▶ _Try it_: Every line in the data below that holds "body" should be found and copied.
====== Input material
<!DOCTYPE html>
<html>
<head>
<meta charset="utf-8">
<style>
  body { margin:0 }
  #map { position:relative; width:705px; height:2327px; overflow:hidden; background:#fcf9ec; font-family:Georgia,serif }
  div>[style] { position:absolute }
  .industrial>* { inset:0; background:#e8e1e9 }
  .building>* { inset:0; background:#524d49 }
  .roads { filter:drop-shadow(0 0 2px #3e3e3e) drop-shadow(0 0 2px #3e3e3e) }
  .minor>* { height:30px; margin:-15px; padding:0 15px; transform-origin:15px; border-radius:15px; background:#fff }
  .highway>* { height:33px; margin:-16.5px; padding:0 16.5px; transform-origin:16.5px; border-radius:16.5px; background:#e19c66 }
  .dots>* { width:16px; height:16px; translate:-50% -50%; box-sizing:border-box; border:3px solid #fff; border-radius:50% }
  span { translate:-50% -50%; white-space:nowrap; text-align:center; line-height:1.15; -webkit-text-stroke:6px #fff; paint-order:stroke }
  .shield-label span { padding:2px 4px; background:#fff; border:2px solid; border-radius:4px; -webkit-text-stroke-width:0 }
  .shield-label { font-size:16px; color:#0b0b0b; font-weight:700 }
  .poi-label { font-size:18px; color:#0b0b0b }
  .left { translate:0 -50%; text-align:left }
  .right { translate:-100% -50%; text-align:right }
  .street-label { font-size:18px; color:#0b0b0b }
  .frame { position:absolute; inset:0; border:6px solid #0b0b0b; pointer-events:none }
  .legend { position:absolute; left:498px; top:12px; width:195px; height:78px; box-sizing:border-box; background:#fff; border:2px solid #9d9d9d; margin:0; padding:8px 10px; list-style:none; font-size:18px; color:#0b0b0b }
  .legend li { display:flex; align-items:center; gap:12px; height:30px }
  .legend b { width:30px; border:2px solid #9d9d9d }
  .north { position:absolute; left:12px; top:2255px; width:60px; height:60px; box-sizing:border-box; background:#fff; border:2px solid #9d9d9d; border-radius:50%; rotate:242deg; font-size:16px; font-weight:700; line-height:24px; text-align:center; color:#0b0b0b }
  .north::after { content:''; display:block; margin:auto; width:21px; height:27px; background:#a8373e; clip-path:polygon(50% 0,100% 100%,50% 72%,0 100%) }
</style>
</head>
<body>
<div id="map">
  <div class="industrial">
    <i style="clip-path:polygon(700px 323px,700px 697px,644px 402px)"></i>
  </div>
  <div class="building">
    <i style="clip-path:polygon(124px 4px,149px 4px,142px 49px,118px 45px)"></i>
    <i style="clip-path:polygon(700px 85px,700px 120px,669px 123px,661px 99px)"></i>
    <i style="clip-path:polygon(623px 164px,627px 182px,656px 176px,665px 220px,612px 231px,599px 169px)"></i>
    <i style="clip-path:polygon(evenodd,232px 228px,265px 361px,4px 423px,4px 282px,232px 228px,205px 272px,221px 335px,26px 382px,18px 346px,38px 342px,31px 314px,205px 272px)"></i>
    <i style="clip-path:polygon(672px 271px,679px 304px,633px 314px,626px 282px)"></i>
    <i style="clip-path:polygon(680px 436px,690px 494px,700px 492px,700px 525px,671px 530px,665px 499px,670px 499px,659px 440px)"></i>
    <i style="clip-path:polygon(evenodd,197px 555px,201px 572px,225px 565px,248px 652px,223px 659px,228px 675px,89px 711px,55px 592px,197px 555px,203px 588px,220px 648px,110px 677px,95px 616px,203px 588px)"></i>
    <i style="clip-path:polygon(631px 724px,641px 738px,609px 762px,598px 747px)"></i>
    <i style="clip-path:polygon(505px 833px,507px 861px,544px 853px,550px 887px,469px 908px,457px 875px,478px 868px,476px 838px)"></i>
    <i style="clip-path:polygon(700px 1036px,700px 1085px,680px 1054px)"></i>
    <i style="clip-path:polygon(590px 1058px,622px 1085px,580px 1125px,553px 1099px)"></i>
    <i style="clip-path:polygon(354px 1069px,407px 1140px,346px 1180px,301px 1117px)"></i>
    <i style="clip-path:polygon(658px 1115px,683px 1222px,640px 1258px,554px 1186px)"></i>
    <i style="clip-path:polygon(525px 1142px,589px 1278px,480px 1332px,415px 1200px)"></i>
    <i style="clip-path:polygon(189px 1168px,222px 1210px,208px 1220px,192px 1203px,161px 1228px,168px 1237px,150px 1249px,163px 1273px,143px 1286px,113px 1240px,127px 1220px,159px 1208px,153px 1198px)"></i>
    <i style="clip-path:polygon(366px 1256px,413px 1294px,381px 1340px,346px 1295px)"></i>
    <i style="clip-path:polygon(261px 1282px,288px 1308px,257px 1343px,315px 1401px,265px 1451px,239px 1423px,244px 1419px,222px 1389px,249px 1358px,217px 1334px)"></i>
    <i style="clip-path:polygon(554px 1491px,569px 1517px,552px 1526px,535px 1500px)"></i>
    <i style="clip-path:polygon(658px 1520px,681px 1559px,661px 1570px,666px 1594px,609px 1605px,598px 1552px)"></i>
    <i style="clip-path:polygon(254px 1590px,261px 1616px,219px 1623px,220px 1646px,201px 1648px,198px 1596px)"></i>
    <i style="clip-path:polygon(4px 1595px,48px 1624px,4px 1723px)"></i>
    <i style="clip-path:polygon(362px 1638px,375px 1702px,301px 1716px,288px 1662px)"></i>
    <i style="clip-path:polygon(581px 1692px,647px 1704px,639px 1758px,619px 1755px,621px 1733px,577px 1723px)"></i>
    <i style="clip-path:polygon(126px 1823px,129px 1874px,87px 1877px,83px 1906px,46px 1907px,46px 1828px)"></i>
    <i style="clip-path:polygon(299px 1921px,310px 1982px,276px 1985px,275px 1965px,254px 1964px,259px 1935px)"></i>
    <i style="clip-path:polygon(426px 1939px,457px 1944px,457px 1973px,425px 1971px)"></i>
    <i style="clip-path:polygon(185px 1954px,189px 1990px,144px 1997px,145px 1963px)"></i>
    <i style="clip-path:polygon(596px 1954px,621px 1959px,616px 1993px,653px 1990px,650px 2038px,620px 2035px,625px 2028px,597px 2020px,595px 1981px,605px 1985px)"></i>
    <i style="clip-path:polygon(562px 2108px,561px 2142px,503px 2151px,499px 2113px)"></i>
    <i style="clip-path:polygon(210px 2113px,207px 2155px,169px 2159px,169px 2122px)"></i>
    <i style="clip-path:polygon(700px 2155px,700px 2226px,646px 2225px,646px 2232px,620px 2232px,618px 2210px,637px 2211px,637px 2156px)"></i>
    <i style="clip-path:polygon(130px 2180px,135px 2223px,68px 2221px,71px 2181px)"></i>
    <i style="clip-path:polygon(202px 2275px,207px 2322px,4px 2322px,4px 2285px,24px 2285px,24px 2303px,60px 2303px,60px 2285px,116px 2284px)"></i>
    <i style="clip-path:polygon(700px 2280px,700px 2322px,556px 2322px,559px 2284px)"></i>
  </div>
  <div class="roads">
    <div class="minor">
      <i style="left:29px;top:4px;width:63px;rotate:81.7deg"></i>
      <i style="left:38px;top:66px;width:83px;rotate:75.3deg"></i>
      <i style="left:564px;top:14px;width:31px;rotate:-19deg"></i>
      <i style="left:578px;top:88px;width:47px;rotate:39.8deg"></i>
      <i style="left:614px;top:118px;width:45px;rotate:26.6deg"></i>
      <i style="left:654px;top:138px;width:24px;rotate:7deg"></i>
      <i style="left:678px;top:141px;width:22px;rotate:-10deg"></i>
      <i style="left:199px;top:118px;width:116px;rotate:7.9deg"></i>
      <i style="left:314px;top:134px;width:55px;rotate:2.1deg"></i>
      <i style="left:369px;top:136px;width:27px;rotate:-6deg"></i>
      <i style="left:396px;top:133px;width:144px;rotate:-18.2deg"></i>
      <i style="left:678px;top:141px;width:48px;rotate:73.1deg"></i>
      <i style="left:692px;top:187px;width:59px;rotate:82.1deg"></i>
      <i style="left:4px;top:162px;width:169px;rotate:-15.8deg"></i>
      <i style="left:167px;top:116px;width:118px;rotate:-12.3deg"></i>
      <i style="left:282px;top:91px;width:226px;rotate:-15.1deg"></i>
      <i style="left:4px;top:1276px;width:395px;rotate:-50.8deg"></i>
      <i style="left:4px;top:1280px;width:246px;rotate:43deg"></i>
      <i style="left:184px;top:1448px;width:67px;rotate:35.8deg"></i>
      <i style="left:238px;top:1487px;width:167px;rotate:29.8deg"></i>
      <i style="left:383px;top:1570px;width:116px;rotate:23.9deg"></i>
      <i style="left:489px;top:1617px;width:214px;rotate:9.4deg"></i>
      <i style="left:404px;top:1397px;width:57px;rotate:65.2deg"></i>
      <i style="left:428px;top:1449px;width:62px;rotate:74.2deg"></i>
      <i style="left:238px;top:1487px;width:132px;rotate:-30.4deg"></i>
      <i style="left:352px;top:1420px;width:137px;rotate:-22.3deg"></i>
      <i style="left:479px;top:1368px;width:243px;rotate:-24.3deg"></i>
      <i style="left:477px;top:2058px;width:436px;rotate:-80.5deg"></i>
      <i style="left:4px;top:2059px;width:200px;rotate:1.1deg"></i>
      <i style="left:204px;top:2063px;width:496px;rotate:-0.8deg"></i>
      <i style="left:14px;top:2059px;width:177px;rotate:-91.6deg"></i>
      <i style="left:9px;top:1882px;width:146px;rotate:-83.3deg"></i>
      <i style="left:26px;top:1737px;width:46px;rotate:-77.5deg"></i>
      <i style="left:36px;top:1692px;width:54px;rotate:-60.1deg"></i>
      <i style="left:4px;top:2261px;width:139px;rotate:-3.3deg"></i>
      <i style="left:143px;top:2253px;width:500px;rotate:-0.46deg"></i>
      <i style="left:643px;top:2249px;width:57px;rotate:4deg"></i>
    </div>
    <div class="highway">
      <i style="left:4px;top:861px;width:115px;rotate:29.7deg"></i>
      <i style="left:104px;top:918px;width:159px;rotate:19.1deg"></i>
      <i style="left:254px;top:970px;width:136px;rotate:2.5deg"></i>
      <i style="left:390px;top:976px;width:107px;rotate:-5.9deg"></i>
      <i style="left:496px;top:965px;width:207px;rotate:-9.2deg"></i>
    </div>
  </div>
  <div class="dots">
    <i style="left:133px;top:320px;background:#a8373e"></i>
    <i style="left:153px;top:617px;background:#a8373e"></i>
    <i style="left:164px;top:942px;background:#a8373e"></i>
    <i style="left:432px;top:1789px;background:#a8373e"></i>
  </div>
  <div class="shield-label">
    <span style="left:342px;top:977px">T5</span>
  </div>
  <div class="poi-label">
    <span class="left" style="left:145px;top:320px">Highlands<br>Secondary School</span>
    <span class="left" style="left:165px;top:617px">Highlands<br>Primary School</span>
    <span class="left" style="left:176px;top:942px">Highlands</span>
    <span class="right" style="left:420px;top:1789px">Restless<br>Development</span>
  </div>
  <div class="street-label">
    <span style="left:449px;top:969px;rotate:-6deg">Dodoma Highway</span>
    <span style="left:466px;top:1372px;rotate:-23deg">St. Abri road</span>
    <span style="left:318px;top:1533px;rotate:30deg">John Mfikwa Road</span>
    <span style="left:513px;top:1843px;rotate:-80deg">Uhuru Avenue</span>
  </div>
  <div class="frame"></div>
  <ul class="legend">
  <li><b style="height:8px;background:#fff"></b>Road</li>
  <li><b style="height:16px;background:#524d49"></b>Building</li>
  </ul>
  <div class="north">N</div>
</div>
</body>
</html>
============
====== Input material
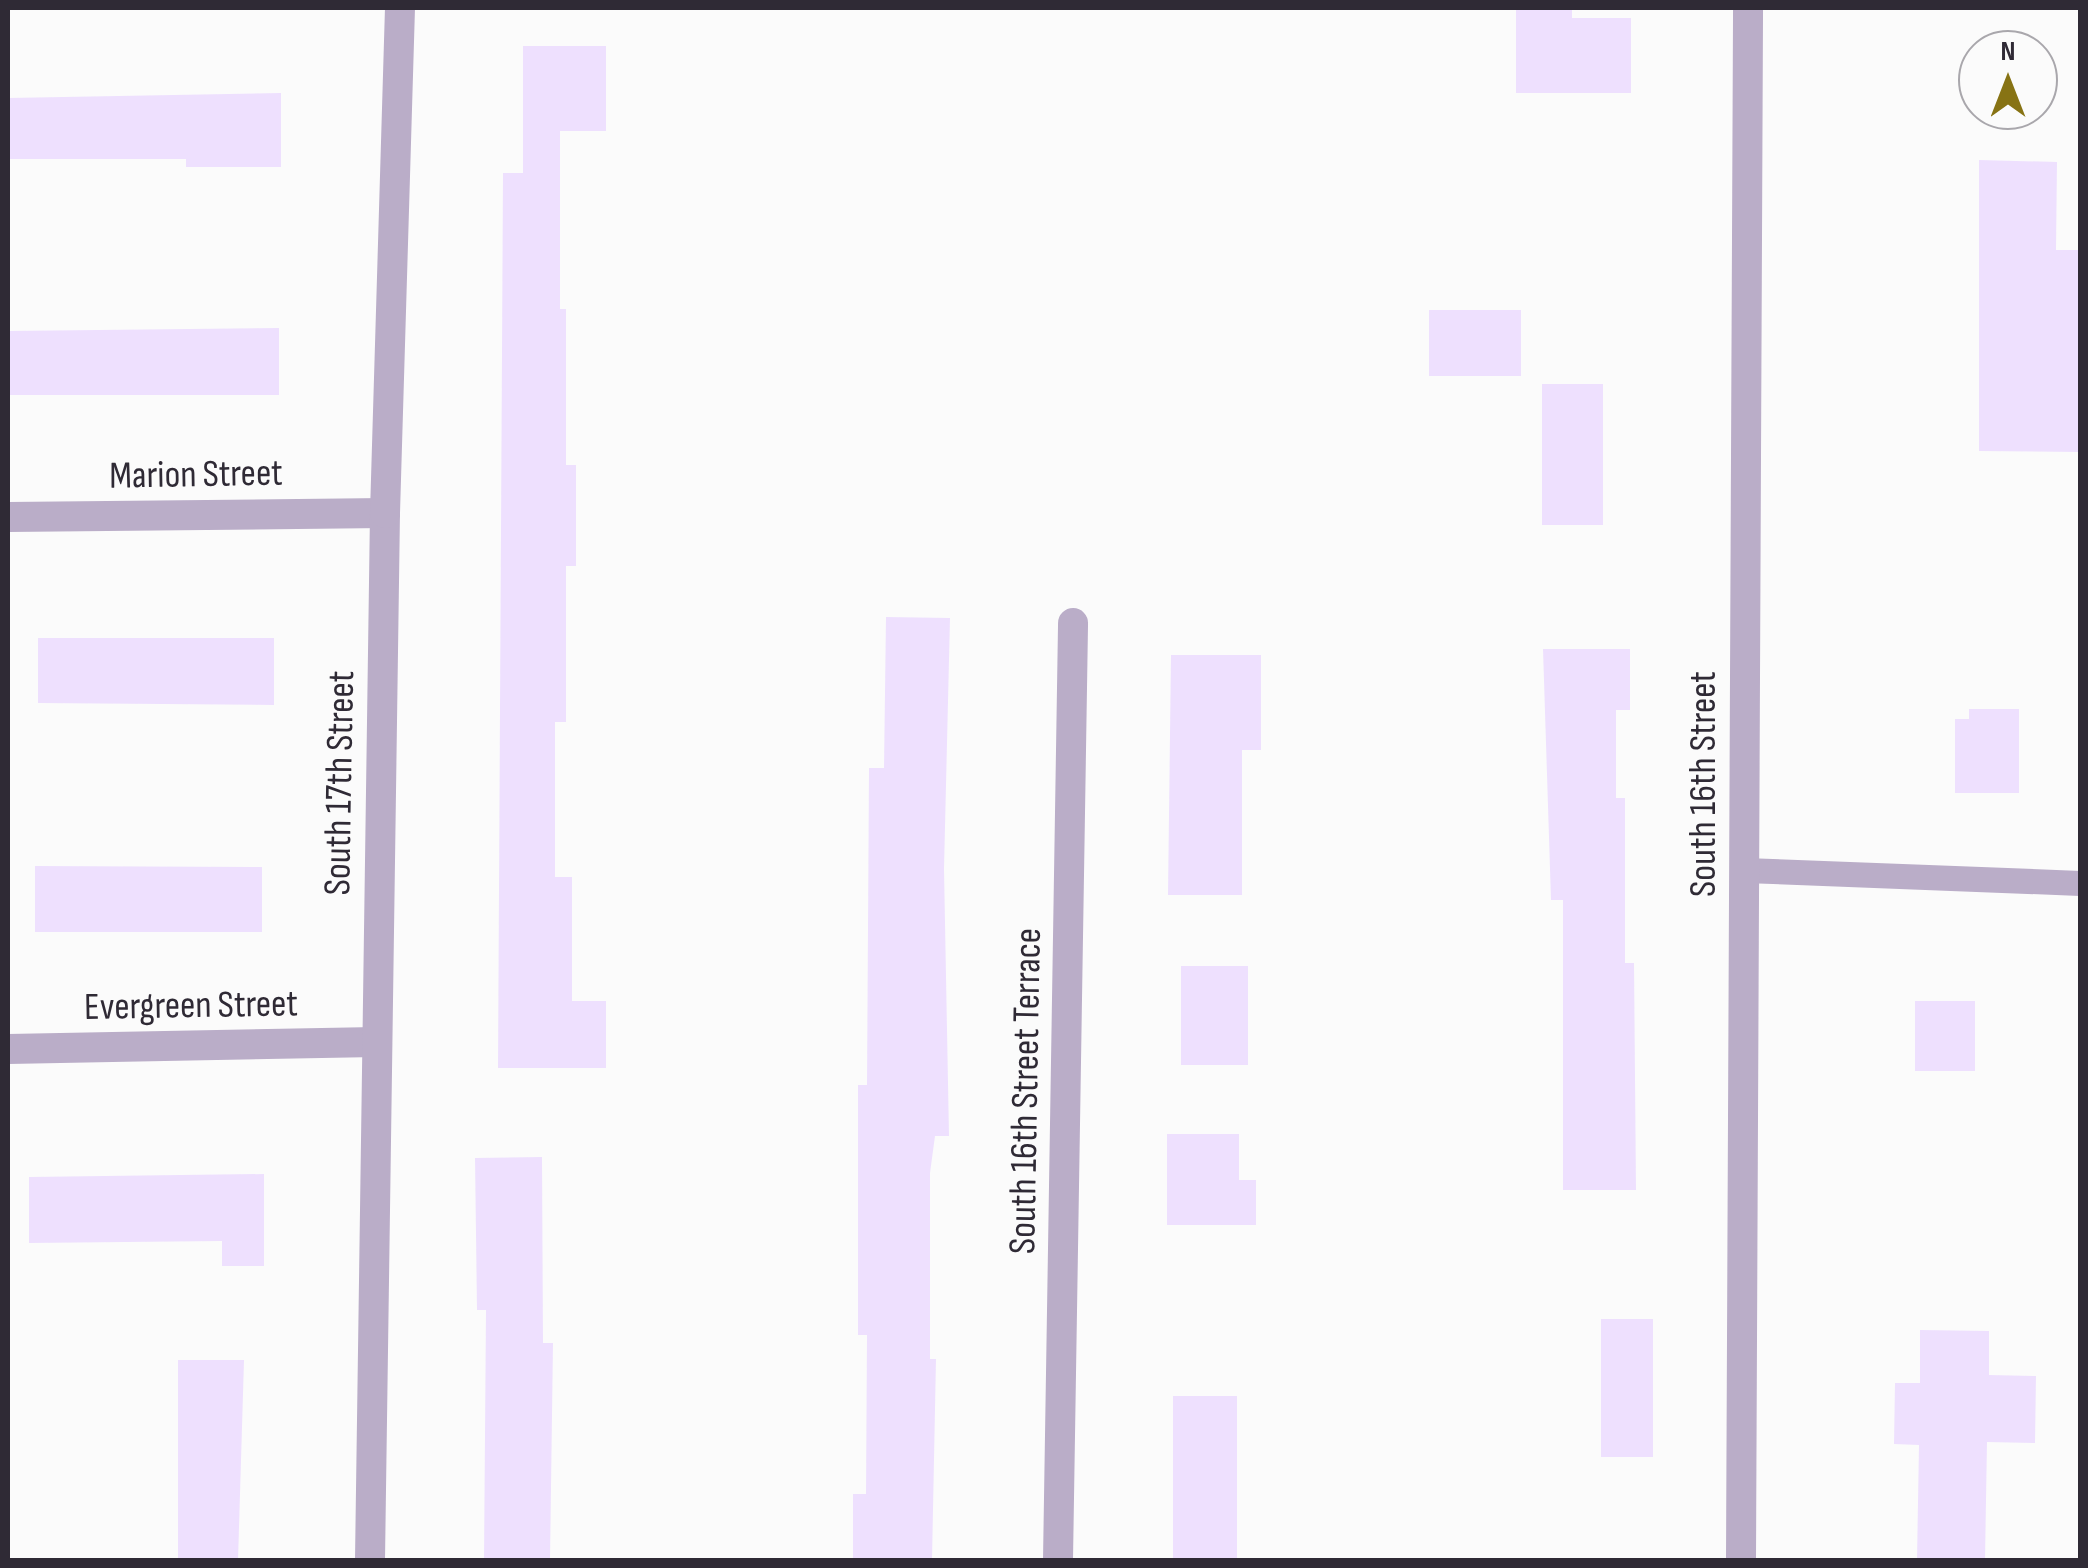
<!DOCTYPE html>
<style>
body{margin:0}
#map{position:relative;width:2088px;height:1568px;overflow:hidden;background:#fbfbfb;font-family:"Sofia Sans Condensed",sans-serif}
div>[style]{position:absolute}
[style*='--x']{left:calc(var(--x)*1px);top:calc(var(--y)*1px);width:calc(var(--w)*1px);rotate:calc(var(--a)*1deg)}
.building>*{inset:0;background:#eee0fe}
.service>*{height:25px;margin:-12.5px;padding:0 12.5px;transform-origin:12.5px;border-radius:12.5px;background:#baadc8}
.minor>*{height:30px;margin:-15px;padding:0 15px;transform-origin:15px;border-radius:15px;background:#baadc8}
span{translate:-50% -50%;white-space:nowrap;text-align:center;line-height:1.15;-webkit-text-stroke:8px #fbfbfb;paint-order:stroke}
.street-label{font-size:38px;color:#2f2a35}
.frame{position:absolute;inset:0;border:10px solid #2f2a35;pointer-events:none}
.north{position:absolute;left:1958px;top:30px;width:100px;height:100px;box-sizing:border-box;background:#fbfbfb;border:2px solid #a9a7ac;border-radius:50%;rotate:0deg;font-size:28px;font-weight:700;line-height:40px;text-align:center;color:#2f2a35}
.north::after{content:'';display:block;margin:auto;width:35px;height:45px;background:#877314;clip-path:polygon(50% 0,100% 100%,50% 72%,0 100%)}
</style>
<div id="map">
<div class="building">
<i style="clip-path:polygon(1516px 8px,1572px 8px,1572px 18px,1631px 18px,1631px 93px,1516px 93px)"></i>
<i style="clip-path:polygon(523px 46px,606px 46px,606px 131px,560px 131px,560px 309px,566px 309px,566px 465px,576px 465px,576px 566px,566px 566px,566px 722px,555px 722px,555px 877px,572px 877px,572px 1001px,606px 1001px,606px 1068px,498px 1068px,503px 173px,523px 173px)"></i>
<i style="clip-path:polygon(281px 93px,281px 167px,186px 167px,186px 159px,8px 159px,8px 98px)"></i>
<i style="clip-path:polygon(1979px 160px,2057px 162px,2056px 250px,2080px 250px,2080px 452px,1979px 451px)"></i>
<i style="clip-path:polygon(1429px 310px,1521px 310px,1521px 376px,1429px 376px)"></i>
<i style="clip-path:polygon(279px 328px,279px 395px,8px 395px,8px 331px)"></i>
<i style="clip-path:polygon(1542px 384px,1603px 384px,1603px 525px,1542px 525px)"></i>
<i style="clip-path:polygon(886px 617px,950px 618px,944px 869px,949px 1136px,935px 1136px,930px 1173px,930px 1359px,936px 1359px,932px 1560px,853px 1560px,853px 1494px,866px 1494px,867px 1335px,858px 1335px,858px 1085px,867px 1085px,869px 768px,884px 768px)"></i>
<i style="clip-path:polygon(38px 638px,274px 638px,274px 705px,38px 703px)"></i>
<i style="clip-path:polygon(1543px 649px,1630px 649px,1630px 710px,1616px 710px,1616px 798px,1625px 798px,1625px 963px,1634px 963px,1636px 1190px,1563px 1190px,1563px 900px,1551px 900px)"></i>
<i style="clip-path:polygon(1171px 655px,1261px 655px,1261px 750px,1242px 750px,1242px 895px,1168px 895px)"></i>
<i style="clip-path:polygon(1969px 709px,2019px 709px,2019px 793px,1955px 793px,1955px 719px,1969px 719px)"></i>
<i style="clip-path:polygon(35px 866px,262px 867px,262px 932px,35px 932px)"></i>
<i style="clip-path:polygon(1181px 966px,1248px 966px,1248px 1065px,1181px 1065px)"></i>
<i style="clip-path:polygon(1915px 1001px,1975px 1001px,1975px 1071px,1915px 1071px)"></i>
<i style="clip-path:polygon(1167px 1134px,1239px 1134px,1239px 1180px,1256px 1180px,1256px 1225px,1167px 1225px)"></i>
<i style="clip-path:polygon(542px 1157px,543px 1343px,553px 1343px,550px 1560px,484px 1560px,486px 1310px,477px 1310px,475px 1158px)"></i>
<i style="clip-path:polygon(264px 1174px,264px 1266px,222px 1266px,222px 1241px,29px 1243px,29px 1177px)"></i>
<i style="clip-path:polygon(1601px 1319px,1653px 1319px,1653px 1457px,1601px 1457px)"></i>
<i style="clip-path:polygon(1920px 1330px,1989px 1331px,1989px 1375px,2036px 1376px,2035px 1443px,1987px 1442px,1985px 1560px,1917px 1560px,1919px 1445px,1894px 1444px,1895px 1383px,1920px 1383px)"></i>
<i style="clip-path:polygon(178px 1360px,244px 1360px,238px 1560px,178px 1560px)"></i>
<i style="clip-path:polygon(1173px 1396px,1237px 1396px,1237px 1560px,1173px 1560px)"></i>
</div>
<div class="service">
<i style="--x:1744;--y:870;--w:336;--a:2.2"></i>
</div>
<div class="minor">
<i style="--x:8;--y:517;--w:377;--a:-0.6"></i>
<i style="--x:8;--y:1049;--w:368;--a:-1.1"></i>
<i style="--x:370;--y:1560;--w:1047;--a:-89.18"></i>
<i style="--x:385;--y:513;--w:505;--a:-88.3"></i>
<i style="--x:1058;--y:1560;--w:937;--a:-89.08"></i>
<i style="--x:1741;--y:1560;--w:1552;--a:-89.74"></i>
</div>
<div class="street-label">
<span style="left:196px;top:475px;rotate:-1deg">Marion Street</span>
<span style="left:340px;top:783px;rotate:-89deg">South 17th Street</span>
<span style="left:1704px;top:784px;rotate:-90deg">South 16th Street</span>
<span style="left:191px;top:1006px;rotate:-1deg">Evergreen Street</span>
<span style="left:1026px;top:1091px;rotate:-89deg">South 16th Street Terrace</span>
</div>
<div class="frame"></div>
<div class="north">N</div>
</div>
============
▶ _Task result_:
  body { margin:0 }
<body>
</body>
body{margin:0}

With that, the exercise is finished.